Problem description: Your answer should consist of the lines below that hold the word "played".

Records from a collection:
----
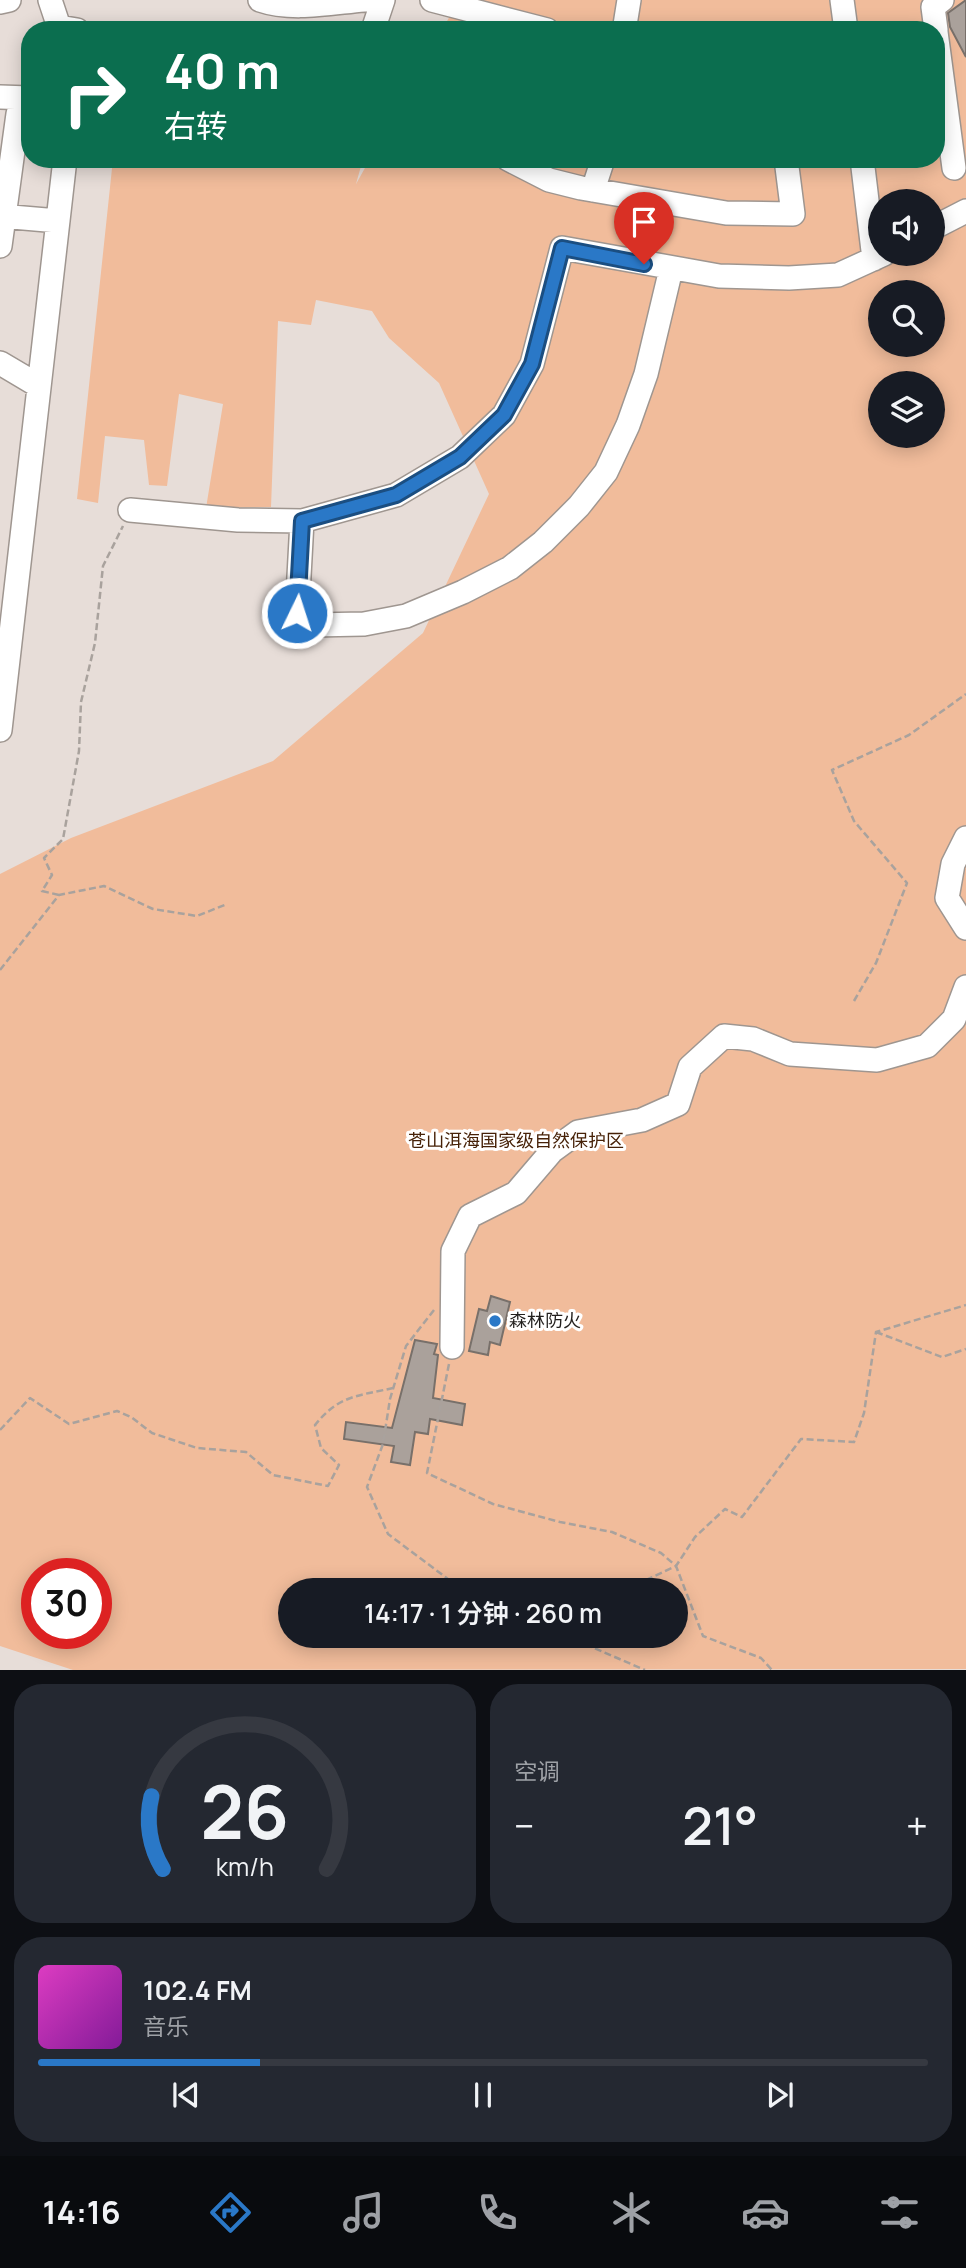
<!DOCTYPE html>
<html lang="zh">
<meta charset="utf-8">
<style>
:root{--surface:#171b24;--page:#242831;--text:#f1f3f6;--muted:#9ea1a6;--line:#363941;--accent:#2a78c7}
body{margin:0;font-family:Manrope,"Noto Sans SC",sans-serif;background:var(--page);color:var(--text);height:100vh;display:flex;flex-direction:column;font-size:26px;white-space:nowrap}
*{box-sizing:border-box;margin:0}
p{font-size:23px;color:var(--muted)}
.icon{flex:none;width:38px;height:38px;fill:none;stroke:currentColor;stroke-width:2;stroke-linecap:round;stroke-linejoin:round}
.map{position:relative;height:1670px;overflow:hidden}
.panel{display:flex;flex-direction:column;gap:14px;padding:14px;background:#0d0f14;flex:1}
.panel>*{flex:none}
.guide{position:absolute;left:21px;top:21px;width:924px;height:147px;border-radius:28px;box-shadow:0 4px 18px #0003;background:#0b6e4f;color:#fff;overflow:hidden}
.buttons{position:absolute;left:868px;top:189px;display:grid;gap:14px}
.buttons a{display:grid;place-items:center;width:77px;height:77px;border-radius:50%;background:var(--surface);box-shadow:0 4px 18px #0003;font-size:35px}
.speed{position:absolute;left:21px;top:1558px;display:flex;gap:14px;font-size:35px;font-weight:700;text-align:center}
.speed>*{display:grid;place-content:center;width:91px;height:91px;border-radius:50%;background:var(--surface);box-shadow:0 4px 18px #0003;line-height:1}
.speed .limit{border:10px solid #d22;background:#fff;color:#111}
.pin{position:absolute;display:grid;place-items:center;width:60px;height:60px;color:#fff;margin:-72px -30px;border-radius:50% 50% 50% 0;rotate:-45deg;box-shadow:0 0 7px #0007}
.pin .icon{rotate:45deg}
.me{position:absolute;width:77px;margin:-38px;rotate:4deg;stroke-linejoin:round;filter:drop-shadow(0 0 5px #0008)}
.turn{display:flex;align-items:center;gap:24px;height:147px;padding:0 28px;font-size:32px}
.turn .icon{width:91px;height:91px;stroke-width:2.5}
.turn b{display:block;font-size:49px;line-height:60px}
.big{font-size:52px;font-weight:600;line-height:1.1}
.panel .tile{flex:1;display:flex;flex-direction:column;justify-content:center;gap:10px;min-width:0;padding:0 24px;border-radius:28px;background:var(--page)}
.panel .dial{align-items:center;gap:0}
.dial svg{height:182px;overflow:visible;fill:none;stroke:var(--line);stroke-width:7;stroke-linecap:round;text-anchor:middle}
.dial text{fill:var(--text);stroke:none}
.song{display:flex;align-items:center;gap:21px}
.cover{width:84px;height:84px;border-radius:10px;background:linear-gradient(135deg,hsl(310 70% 55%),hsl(290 70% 35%))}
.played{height:7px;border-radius:4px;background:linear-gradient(90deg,var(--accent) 25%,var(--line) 25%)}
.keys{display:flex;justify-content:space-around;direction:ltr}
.heat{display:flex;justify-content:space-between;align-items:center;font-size:38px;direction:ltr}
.panel .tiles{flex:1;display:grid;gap:14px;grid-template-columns:1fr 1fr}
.tile:last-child{grid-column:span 2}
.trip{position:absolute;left:278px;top:1578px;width:410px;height:70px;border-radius:35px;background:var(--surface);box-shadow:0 4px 18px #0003;font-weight:600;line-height:70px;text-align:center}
.menu{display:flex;height:112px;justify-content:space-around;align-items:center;background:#090b0e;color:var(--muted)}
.menu .icon{width:49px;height:49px}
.menu .selected{color:var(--accent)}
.menu b{font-size:32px;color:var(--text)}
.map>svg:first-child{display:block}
</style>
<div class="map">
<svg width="966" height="1670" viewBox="0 0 966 1670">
<rect width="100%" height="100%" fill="#e7ddd8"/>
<path fill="#f1bc9b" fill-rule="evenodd" d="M 459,0 L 966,0 L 966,1669 L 73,1670 L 0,1646 L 0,874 L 71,838 L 273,761 L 423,633 L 489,494 L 439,383 L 389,338 L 372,311 L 316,300 L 311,325 L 278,321 L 271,507 L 206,508 L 223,404 L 179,394 L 167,486 L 149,485 L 144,440 L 105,436 L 98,503 L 77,499 L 113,159 L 363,159 L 356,184 L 370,159 L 936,159 L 936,30 L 442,30 ZM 880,201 L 933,201 L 933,254 L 880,254 ZM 880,292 L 933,292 L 933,345 L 880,345 ZM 880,383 L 933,383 L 933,436 L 880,436 ZM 37,1573 L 96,1573 L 96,1633 L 37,1633 ZM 290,1591 L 676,1591 L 676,1636 L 290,1636 Z"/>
<path fill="#aaa19b" stroke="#78706a" stroke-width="2" d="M 966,0 L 966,57 L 950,27 L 948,13 Z
M 491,1296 L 510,1302 L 500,1345 L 490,1342 L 488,1355 L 469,1351 L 479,1309 L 487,1311 Z
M 415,1340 L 437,1344 L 434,1354 L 438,1355 L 433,1398 L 465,1404 L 462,1425 L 430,1419 L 428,1434 L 415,1432 L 410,1465 L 391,1462 L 394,1446 L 344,1439 L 346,1422 L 392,1428 Z"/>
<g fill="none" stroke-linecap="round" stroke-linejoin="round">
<g stroke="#9f9690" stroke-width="26">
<path id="minor" d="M 50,0 L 59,27 L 77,30
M 260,0 C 292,11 330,3 364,0
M 432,0 L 547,30
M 842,0 L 846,30
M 0,2 L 9,0
M 373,30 L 383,0
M 626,30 L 625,25 L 629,0
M 936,30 L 933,7 L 942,0
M 936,32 L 954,168
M 0,97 L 30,98
M 508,159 L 549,180 L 581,188 L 726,213 L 793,214 L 786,159
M 862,159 L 874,259
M 593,190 L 603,159
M 0,216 L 58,221
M 933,228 L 966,211
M 0,246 L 18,114
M 0,363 L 39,386
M 130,510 L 238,520 L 302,521 L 396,495 L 460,457 L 504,415 L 532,364 L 562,248 L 719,276 L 789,278 L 838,275 L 884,254
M 302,521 L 297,613 L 313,625 L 364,624 L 406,616 L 463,592 L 510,568 L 543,542 L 579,506 L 606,472 L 628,425 L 646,374 L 671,269
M 0,730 L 65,159
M 966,838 L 953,864 L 947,898 L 966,928
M 452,1347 L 453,1251 L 470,1216 L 516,1193 L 552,1151 L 578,1132 L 642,1120 L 678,1104 L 690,1067 L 724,1036 L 753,1039 L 790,1054 L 877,1060 L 927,1046 L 954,1019 L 966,987"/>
</g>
<path stroke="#a9a29d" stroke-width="2.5" stroke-dasharray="7 3.5" stroke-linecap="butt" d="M 59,895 L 42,891 L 52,875 L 44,858 L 63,839 L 79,751 L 81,702 L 95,643 L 103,566 L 123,526
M 0,970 L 59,895 L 104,886 L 153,909 L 197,916 L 227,904
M 854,1001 L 876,963 L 907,883 L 854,821 L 832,770 L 909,735 L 966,694
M 434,1310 L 406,1346 L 390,1399 L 383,1444 L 367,1487 L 388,1534 L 464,1591
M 876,1332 L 942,1357 L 966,1349
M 449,1364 L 427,1473 L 493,1504 L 560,1522 L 612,1532 L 661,1553 L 676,1566 L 703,1636 L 761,1658 L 772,1670
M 0,1430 L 30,1398 L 69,1424 L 117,1411 L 131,1417 L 152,1433 L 197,1448 L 246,1452 L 273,1475 L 328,1486 L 339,1465 L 321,1448 L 315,1425 C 339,1395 358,1396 393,1388
M 646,1580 L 676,1566 L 695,1537 L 725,1509 L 742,1517 L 801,1439 L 854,1442 L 864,1413 L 876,1332 L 966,1305
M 566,1636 L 645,1670"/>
<use href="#minor" stroke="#fff" stroke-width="23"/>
</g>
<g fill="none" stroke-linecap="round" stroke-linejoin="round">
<g stroke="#1b4e81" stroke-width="18">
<path id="route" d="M 297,613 L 302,521 L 396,495 L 460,457 L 504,415 L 532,364 L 562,248 L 644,264"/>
</g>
<use href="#route" stroke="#2a78c7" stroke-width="12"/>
</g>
<circle fill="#2a78c7" stroke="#fff" stroke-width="2.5" cx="495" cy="1321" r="7"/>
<g text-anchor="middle" stroke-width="6" stroke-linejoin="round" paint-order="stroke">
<g font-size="18" fill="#462107" stroke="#fff">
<text x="516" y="1147">苍山洱海国家级自然保护区</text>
</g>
<g font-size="18" fill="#221f1d" stroke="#fff" text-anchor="start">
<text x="509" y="1327">森林防火</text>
</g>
</g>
</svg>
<div class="buttons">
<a><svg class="icon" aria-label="sound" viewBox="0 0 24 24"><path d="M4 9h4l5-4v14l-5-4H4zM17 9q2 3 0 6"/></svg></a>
<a><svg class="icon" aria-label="search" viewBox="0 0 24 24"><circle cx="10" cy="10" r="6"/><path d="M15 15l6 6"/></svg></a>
<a><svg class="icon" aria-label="layers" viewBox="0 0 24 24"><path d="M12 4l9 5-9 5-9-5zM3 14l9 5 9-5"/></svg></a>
</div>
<div class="speed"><div class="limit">30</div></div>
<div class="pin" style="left:644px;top:264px;background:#d93025"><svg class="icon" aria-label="arrive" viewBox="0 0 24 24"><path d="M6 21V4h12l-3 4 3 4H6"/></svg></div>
<svg class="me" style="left:297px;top:613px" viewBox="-20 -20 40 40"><circle r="17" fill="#2a78c7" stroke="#fff" stroke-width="3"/><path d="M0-11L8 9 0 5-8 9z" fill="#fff"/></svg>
<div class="trip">14:17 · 1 分钟 · 260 m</div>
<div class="guide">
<div class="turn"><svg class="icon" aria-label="right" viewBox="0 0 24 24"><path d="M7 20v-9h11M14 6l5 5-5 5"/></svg><div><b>40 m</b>右转</div></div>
</div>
</div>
<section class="panel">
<div class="tiles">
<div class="tile dial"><svg viewBox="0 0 100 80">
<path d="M14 69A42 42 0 1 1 86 69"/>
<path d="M14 69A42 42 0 0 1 9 37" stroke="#2a78c7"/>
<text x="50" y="56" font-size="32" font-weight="700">26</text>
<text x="50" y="72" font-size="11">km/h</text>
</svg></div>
<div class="tile"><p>空调</p>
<div class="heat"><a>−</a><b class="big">21°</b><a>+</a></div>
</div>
<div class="tile">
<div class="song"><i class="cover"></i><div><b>102.4 FM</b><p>音乐</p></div></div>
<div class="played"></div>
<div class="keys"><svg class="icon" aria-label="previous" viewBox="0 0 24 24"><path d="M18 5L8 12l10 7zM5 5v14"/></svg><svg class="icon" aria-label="pause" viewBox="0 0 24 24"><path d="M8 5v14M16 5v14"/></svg><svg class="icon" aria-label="next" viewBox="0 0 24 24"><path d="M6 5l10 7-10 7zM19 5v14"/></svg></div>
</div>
</div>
</section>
<nav class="menu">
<b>14:16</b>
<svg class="icon selected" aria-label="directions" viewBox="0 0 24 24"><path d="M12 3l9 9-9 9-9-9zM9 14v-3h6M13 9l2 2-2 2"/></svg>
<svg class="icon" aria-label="music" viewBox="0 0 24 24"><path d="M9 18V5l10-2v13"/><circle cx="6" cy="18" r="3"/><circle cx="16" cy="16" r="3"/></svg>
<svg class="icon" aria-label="phone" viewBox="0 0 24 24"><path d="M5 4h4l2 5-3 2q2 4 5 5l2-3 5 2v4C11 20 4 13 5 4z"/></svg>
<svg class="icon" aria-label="climate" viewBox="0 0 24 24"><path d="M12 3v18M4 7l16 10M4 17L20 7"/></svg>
<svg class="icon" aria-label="car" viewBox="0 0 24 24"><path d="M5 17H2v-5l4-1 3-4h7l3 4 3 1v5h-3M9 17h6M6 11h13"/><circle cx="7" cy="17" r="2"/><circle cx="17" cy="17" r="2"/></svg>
<svg class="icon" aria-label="filters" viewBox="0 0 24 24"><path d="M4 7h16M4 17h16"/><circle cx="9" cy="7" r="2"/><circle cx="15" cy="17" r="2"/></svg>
</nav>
----
Completed exercise:
.played{height:7px;border-radius:4px;background:linear-gradient(90deg,var(--accent) 25%,var(--line) 25%)}
<div class="played"></div>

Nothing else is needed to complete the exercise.